## [Problem to solve]
Across all the entries below, how many lines mention the string "tunnel"? Respond with a single number.

(Collected data)
------------------------------

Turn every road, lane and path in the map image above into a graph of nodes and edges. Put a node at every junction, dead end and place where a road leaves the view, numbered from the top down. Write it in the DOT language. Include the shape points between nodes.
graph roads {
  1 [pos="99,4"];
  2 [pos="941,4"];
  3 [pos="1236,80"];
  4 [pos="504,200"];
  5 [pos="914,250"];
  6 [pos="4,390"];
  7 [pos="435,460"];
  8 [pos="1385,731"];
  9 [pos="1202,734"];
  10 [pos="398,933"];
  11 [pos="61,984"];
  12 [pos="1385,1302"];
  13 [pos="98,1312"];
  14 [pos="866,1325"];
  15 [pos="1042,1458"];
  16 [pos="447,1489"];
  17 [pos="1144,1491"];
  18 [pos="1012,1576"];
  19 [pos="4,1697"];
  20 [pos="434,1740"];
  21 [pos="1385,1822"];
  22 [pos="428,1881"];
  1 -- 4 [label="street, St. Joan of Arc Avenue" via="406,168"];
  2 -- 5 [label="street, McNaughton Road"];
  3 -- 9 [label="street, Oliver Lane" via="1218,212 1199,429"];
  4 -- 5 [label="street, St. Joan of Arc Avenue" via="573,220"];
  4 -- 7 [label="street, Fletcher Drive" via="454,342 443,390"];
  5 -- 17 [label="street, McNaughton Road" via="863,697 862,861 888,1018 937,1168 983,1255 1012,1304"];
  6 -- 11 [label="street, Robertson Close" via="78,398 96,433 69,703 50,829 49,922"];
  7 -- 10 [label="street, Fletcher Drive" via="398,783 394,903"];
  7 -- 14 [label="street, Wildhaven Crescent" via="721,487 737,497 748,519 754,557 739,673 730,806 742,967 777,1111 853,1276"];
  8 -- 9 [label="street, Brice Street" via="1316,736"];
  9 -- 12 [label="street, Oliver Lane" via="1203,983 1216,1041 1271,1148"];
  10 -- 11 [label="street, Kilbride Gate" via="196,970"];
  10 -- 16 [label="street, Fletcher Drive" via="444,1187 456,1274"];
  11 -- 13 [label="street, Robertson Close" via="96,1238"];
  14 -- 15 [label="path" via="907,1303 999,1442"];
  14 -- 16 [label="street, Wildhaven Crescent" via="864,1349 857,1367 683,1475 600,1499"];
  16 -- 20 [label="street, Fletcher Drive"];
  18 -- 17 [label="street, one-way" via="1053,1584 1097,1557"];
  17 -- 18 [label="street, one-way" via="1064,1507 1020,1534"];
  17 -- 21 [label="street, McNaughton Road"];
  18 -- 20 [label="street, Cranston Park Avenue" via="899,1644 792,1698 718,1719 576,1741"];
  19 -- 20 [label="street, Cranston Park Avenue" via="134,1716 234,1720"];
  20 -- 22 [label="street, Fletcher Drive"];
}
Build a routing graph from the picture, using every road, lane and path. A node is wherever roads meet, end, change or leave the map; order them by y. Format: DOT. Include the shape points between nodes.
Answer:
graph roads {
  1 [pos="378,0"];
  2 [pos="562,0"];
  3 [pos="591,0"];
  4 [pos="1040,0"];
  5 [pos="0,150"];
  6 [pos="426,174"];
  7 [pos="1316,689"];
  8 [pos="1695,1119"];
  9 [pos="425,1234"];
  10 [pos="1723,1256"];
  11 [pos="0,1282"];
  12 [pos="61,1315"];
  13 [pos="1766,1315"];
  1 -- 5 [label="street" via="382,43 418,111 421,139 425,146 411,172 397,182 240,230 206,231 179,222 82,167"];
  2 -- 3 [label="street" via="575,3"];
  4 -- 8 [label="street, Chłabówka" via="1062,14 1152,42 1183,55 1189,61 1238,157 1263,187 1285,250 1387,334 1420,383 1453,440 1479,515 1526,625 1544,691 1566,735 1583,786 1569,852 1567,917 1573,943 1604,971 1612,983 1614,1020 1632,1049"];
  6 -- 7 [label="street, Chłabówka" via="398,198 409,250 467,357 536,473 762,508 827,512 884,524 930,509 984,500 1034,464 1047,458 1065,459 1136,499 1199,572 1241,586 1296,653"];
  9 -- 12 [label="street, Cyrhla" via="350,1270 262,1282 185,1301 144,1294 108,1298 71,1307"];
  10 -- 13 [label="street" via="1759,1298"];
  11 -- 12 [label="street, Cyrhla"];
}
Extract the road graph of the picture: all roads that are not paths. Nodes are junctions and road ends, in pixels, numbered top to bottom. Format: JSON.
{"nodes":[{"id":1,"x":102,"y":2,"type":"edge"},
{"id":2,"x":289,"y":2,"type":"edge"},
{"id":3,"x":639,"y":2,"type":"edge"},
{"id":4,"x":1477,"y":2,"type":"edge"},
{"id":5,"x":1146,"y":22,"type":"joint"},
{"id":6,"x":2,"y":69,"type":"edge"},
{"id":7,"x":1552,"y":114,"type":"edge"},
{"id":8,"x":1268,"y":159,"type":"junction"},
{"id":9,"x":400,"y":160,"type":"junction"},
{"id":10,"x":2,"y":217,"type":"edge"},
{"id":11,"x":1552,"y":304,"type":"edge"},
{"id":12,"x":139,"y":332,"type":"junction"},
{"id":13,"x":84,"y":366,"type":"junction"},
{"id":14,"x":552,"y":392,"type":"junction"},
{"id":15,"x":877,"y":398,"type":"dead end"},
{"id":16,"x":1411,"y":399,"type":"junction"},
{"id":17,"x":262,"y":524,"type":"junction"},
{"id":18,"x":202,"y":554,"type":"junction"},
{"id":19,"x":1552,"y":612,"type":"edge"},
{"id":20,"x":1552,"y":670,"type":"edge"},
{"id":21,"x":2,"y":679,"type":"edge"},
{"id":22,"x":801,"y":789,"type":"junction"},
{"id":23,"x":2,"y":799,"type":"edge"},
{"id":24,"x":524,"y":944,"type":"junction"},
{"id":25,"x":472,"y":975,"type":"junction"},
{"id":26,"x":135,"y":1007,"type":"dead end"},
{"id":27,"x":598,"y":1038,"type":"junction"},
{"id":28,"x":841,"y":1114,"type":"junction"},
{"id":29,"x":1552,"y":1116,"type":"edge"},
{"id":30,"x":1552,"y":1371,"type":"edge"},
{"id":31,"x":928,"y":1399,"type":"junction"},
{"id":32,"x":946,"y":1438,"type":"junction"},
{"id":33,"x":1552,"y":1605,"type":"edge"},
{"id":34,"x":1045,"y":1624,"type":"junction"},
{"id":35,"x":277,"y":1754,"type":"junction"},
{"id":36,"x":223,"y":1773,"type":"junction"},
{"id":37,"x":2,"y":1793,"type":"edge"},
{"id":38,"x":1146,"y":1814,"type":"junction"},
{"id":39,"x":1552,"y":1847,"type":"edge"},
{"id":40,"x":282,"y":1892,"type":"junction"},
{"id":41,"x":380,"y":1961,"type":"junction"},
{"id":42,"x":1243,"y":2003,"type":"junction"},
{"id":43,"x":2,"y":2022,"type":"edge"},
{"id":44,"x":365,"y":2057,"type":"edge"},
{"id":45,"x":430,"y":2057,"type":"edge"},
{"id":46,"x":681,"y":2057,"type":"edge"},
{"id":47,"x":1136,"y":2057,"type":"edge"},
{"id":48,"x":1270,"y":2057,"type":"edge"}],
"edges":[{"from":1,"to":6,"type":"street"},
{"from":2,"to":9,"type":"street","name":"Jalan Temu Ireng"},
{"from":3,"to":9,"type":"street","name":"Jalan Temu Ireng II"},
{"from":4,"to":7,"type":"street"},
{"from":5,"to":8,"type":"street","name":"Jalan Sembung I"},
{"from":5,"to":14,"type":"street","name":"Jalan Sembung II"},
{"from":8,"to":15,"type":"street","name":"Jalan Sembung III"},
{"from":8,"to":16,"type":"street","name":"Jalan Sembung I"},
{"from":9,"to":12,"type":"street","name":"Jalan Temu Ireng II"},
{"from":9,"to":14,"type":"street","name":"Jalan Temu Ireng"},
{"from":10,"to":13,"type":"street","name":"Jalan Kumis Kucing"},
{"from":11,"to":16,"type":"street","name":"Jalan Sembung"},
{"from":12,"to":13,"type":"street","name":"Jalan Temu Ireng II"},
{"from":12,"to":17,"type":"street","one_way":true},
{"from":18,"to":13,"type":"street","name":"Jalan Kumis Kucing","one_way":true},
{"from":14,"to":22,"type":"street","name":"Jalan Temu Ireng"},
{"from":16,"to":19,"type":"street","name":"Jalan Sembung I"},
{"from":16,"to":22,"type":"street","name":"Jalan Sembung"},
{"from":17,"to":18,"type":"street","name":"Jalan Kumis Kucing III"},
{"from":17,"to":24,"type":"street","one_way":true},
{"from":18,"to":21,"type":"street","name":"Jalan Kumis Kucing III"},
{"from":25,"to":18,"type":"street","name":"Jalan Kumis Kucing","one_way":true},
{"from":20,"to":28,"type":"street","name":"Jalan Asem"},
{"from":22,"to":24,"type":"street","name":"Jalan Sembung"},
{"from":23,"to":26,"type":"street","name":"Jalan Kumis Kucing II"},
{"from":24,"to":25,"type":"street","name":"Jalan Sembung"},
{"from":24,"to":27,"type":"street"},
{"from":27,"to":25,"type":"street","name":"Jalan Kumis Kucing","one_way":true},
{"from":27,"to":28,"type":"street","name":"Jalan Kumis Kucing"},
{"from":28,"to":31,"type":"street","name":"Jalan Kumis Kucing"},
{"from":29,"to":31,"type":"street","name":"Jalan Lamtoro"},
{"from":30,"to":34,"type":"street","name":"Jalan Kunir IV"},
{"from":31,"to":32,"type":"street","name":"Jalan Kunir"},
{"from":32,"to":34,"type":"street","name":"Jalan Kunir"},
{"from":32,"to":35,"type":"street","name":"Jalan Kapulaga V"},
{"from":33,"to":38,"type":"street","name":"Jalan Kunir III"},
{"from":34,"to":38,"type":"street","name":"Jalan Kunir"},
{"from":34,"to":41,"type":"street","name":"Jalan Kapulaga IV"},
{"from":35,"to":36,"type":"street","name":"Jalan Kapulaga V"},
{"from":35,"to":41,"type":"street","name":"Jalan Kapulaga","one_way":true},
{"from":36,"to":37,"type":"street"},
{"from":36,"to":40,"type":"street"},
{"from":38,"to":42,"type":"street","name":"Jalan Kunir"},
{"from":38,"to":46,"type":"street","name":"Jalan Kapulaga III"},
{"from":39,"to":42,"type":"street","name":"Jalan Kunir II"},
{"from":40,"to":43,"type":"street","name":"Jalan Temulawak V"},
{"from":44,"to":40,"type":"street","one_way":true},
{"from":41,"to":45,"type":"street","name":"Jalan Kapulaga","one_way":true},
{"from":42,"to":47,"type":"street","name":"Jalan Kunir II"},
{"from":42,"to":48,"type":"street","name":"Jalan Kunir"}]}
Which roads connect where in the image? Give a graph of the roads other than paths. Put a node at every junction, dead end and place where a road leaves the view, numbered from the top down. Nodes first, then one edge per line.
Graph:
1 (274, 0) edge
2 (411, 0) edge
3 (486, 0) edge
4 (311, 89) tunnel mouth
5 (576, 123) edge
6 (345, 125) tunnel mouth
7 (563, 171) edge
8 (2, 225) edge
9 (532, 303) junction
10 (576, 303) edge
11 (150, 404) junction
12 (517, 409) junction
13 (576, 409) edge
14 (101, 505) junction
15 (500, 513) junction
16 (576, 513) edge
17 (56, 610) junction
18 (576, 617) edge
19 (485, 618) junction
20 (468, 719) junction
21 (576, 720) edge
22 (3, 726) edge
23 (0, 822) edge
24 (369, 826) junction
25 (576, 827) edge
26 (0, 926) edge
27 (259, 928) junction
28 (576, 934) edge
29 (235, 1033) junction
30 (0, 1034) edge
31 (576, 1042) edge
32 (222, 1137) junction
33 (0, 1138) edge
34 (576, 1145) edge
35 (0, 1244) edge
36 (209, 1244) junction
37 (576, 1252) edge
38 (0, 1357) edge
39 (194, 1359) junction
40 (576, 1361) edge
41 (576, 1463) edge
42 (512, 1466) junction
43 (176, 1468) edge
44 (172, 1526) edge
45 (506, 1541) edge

------------------------------

## [Answer to this problem]
2